Start of SUPPLIED DATA
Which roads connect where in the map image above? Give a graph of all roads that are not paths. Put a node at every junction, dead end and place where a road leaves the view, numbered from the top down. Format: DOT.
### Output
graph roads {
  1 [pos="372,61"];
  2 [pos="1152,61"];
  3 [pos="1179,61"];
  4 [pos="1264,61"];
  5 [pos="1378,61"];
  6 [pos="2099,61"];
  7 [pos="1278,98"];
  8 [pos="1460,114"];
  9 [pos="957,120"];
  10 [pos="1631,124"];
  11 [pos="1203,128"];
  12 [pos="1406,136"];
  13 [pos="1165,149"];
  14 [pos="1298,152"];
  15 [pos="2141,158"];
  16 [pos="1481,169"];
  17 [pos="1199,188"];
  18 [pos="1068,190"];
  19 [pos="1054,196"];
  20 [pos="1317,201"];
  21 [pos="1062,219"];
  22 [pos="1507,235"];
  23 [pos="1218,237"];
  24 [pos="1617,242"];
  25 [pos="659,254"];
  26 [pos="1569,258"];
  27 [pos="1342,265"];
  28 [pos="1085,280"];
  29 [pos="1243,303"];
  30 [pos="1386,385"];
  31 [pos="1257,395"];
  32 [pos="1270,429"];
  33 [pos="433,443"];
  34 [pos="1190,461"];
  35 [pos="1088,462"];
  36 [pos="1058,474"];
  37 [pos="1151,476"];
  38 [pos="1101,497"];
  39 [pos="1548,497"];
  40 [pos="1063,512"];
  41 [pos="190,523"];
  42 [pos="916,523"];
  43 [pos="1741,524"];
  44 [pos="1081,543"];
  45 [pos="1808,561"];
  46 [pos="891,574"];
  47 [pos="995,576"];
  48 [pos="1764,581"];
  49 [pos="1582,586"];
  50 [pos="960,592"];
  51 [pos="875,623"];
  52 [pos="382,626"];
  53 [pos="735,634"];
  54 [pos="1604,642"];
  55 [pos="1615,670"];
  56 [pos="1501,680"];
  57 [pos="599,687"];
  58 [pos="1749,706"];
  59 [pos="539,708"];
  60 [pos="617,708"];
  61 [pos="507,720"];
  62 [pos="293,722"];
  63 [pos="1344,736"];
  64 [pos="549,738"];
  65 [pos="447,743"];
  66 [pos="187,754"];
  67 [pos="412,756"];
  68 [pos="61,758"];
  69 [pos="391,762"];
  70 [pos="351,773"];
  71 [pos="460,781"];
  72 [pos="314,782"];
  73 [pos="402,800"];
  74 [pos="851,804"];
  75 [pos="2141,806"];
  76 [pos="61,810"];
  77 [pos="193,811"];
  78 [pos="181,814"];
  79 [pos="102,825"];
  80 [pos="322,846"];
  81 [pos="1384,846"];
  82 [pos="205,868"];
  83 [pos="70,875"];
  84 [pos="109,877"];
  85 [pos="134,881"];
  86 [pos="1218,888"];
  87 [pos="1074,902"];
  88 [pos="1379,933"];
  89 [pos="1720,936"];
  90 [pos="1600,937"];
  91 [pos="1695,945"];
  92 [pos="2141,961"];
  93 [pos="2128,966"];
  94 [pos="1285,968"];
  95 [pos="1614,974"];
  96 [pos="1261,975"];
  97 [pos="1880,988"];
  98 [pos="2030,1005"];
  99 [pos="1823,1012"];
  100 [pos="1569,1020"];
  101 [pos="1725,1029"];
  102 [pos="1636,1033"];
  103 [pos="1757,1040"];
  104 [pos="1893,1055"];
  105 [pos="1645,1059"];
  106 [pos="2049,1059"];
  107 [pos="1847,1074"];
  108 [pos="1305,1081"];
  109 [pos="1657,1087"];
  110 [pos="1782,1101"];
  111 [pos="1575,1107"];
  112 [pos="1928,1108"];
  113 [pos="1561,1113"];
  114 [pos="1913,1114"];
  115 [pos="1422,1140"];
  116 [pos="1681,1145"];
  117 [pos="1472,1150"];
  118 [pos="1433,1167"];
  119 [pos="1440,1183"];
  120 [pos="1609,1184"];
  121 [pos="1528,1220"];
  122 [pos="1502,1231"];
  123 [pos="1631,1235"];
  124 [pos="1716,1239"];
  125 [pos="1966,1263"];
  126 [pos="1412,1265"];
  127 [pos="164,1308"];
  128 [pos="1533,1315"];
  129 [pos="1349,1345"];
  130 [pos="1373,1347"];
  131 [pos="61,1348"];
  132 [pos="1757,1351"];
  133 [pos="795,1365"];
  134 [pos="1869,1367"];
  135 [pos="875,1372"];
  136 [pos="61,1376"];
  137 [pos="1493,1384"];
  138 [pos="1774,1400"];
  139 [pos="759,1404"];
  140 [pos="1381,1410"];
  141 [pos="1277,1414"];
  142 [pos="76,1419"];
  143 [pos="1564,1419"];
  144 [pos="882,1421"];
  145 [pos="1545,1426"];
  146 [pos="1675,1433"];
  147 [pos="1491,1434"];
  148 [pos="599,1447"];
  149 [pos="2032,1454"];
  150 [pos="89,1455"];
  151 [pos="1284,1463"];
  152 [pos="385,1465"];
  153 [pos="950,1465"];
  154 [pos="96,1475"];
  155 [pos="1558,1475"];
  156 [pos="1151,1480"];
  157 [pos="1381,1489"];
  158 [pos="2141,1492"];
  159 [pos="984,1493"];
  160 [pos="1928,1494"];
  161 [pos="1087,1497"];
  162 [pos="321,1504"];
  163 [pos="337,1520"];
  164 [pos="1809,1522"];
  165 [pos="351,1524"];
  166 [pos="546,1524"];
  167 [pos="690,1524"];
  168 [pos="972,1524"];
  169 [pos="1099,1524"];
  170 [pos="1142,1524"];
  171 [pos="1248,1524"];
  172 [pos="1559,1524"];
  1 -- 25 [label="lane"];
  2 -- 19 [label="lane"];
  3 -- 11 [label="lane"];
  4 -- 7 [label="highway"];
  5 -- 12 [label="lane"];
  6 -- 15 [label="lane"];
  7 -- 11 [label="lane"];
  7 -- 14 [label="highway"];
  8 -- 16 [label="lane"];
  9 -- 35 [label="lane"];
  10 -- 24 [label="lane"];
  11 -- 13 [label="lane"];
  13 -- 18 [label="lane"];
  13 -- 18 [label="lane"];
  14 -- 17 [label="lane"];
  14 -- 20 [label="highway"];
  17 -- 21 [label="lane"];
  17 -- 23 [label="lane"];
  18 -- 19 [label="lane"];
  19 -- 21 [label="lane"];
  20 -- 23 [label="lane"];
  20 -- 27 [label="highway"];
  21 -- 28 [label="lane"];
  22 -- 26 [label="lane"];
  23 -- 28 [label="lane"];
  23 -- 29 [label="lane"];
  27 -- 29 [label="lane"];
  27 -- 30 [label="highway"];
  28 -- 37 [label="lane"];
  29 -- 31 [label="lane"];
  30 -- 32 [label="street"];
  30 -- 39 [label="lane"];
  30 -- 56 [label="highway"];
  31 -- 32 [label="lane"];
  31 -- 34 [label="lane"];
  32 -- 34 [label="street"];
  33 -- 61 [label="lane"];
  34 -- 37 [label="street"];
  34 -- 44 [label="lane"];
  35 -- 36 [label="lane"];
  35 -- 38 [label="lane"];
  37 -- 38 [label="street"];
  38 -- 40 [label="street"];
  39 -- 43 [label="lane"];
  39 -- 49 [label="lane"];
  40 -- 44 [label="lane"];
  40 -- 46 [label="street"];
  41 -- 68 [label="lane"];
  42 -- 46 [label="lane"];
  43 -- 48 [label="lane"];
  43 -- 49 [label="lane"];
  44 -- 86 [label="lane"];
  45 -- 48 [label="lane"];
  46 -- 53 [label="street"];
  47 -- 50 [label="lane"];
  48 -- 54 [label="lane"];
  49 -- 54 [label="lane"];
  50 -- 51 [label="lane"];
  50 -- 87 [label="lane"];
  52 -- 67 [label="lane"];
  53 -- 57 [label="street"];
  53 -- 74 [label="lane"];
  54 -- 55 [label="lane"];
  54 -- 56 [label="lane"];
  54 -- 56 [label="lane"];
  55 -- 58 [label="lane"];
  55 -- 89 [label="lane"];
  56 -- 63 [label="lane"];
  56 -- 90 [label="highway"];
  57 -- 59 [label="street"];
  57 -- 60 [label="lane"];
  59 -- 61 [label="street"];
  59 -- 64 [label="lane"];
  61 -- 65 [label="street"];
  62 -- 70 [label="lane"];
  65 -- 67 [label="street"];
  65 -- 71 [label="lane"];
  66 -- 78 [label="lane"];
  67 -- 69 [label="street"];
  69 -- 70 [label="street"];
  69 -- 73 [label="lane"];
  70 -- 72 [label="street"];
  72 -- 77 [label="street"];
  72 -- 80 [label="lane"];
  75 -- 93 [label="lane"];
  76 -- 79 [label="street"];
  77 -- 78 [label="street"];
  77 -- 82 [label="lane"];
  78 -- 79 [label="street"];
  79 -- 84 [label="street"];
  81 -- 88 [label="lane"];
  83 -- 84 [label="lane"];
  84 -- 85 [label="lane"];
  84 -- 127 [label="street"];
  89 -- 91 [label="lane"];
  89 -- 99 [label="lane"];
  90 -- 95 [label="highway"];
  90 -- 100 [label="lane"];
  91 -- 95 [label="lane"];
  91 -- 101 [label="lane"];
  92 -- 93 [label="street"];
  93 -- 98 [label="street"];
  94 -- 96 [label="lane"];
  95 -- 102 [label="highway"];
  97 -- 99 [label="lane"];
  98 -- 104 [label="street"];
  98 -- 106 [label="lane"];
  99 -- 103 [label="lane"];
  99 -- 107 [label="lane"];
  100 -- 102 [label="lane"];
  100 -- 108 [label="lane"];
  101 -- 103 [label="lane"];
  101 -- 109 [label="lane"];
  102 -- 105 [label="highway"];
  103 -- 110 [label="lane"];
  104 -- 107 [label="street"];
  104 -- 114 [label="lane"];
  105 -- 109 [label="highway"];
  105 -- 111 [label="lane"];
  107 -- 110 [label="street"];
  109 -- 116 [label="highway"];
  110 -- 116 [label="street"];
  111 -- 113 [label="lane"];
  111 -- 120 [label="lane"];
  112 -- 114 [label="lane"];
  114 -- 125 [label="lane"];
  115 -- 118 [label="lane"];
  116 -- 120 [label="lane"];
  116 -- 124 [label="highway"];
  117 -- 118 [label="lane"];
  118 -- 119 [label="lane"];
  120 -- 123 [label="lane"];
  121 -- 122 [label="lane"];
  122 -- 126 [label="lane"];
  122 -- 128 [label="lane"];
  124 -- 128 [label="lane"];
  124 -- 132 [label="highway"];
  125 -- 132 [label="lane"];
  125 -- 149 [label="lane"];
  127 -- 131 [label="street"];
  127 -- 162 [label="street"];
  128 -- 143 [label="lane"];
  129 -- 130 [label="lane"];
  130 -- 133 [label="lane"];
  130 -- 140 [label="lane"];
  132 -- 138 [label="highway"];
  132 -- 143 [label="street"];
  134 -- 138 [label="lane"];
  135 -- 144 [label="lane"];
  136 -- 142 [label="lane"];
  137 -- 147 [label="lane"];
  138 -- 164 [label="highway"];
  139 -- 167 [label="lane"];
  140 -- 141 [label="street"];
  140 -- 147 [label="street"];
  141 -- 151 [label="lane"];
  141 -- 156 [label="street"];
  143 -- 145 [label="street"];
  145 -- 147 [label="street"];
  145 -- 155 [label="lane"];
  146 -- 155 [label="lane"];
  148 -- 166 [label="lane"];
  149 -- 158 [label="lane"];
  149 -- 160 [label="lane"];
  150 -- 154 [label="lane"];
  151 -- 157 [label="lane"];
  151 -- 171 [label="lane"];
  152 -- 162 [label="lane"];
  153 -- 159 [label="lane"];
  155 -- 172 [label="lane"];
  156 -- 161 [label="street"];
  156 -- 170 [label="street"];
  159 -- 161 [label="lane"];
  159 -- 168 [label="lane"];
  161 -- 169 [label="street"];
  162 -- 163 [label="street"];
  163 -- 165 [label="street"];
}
End of SUPPLIED DATA
Going through the entries above, tally each line that has the word "roads". Answer with the number only.

ANSWER FOR THIS EXERCISE:
2